EXCERPTED RECORDS section start

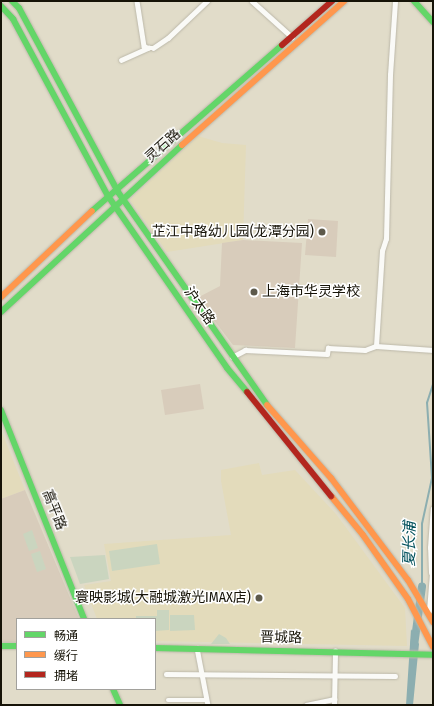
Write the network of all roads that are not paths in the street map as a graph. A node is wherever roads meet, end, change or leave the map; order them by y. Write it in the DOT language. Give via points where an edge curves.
graph roads {
  1 [pos="5,1"];
  2 [pos="137,1"];
  3 [pos="207,1"];
  4 [pos="252,1"];
  5 [pos="332,1"];
  6 [pos="344,1"];
  7 [pos="395,1"];
  8 [pos="414,1"];
  9 [pos="14,2"];
  10 [pos="1,5"];
  11 [pos="3,13"];
  12 [pos="433,22"];
  13 [pos="292,37"];
  14 [pos="148,48"];
  15 [pos="121,60"];
  16 [pos="117,189"];
  17 [pos="108,196"];
  18 [pos="123,198"];
  19 [pos="114,205"];
  20 [pos="1,297"];
  21 [pos="1,312"];
  22 [pos="376,346"];
  23 [pos="433,350"];
  24 [pos="232,357"];
  25 [pos="1,410"];
  26 [pos="433,509"];
  27 [pos="433,560"];
  28 [pos="431,573"];
  29 [pos="429,611"];
  30 [pos="84,618"];
  31 [pos="433,622"];
  32 [pos="1,646"];
  33 [pos="16,646"];
  34 [pos="433,647"];
  35 [pos="156,648"];
  36 [pos="197,648"];
  37 [pos="335,651"];
  38 [pos="433,655"];
  39 [pos="166,674"];
  40 [pos="202,674"];
  41 [pos="335,674"];
  42 [pos="395,676"];
  43 [pos="113,690"];
  44 [pos="334,699"];
  45 [pos="168,700"];
  46 [pos="208,703"];
  47 [pos="120,705"];
  48 [pos="306,705"];
  49 [pos="334,705"];
  1 -- 10 [label="main road"];
  2 -- 14 [label="street" via="144,46"];
  3 -- 14 [label="street" via="168,38 153,48"];
  4 -- 13 [label="street"];
  5 -- 13 [label="main road, 灵石路"];
  6 -- 18 [label="main road, 灵石路"];
  7 -- 22 [label="street" via="390,75 386,239 382,250"];
  8 -- 12 [label="main road"];
  9 -- 11 [label="main road"];
  9 -- 16 [label="main road, 沪太路"];
  10 -- 11 [label="main road, 沪太路"];
  11 -- 17 [label="main road, 沪太路" via="16,26"];
  13 -- 16 [label="main road, 灵石路"];
  14 -- 15 [label="street"];
  16 -- 17 [label="main road, 灵石路"];
  16 -- 18 [label="main road, 沪太路"];
  17 -- 19 [label="main road, 沪太路"];
  17 -- 20 [label="main road, 灵石路"];
  18 -- 19 [label="main road, 灵石路"];
  18 -- 24 [label="main road, 沪太路"];
  19 -- 21 [label="main road, 灵石路"];
  19 -- 34 [label="main road, 沪太路" via="227,368 363,535 408,599"];
  22 -- 23 [label="street"];
  22 -- 24 [label="street" via="365,350 328,348 327,354 245,350"];
  24 -- 29 [label="main road, 沪太路" via="269,407 331,478"];
  25 -- 30 [label="main road, 高平路"];
  26 -- 28 [label="street"];
  27 -- 28 [label="street"];
  28 -- 29 [label="street"];
  29 -- 31 [label="main road"];
  32 -- 33 [label="main road"];
  35 -- 36 [label="main road, 晋城路"];
  36 -- 37 [label="main road, 晋城路"];
  36 -- 40 [label="street"];
  37 -- 38 [label="main road, 晋城路"];
  37 -- 41 [label="street"];
  39 -- 40 [label="street"];
  40 -- 41 [label="street"];
  40 -- 46 [label="street"];
  41 -- 42 [label="street"];
  41 -- 44 [label="street"];
  43 -- 47 [label="main road"];
  44 -- 48 [label="street"];
  44 -- 49 [label="street"];
  45 -- 46 [label="street"];
}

EXCERPTED RECORDS section end

== WORK TO BE COMPLETED ==
The count of lines in the records above holding the word "roads" should be reported as a number, with nothing added.

== ANSWER TO THE EXERCISE ==
2